> [Directions for this task]
Select all lines holding the word "async" from the entries that follow.

*** Supplied information Section Begins ***

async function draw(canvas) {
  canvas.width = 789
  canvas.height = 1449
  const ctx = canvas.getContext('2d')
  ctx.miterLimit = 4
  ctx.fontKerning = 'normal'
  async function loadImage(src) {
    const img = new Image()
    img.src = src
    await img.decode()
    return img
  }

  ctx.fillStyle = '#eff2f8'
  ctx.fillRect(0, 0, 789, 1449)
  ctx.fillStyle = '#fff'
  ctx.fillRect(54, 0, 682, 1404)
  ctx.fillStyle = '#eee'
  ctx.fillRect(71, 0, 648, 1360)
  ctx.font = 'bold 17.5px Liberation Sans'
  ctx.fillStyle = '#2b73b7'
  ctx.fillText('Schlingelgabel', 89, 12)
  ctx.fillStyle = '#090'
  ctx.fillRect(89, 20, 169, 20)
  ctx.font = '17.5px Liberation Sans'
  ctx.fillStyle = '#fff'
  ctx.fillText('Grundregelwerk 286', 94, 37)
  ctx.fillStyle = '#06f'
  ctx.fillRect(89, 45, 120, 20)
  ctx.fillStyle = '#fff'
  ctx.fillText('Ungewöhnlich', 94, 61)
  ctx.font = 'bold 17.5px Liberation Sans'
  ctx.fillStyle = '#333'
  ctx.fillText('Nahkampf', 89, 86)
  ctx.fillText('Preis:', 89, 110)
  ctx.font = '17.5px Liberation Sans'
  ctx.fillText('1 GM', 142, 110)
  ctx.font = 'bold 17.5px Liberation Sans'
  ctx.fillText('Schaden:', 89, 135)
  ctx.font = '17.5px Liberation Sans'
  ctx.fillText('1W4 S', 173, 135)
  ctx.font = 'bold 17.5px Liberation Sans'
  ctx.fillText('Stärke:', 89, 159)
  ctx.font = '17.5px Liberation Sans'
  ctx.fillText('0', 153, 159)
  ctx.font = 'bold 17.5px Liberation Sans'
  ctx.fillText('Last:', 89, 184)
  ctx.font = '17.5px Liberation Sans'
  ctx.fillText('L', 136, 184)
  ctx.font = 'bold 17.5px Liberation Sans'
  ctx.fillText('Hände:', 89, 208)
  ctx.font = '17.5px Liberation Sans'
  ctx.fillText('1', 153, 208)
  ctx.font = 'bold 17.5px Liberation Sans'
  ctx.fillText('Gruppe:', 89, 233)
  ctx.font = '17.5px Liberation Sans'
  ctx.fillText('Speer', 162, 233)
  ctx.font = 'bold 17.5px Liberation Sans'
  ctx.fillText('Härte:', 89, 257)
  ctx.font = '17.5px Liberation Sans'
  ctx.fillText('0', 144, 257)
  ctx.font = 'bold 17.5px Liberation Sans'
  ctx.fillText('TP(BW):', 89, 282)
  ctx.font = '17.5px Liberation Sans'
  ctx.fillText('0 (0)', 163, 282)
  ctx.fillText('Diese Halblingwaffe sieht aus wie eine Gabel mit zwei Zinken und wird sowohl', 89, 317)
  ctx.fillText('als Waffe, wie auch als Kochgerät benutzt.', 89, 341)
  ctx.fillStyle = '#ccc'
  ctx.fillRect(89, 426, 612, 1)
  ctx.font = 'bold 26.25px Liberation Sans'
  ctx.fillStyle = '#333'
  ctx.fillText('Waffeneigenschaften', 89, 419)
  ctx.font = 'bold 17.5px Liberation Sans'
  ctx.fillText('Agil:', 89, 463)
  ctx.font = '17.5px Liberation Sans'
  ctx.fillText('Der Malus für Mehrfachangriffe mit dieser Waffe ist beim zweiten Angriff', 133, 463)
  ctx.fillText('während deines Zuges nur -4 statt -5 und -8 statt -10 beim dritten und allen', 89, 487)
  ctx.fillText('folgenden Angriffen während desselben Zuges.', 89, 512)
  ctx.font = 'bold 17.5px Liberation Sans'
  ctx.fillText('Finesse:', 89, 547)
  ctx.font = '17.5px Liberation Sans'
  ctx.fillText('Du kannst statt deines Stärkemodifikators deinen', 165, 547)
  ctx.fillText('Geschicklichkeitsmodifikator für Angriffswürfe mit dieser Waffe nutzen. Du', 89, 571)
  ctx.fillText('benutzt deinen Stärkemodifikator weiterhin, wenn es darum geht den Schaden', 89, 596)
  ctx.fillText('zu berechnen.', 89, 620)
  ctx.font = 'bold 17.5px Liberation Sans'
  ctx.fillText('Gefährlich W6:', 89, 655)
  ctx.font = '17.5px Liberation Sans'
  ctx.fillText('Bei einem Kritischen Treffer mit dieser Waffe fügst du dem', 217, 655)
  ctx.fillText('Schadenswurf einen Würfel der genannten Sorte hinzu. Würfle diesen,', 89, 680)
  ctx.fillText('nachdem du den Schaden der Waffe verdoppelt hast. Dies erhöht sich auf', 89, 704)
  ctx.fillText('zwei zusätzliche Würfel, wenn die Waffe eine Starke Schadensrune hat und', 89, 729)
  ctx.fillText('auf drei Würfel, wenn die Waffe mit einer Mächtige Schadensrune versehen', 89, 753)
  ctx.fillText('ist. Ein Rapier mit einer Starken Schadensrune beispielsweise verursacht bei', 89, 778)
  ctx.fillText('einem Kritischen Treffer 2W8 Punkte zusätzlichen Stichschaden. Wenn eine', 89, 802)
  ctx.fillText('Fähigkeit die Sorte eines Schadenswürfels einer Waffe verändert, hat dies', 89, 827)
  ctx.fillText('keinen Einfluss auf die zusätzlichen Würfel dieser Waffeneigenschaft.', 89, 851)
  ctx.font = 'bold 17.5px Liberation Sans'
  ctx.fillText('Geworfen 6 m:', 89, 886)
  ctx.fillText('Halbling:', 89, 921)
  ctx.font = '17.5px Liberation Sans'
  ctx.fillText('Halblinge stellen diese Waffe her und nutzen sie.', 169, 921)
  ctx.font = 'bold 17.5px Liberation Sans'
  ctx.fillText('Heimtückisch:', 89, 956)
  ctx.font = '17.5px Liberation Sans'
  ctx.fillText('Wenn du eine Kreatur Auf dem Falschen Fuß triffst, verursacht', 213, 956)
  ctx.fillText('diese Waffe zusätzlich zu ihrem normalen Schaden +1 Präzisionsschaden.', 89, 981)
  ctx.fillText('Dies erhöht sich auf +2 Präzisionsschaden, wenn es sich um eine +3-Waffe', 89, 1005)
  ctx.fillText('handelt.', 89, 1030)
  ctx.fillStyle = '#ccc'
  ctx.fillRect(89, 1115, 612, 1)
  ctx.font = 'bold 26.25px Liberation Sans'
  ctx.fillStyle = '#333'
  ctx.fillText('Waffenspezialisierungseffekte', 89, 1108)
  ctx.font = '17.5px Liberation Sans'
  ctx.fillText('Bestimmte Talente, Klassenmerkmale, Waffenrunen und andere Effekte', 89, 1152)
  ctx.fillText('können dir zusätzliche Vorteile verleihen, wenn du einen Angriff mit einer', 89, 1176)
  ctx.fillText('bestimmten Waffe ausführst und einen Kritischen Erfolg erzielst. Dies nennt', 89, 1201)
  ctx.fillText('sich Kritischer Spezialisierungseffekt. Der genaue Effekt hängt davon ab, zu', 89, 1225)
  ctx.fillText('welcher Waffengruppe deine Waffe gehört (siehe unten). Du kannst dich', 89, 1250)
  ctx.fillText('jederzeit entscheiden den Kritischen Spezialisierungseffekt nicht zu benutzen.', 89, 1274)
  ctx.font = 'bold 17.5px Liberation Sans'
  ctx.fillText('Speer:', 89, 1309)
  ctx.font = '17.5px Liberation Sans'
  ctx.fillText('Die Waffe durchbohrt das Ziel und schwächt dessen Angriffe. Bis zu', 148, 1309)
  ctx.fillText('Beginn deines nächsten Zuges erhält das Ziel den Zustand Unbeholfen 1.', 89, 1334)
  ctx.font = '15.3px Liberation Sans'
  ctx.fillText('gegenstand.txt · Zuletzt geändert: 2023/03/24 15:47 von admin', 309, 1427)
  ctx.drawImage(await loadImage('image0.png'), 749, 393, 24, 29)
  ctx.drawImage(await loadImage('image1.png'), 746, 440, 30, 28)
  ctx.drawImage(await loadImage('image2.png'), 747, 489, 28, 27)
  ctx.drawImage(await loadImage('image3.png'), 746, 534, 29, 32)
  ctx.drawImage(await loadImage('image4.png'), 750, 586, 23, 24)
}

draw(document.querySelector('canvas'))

*** Supplied information Section Ends ***

> [Finished exercise]
async function draw(canvas) {
  async function loadImage(src) {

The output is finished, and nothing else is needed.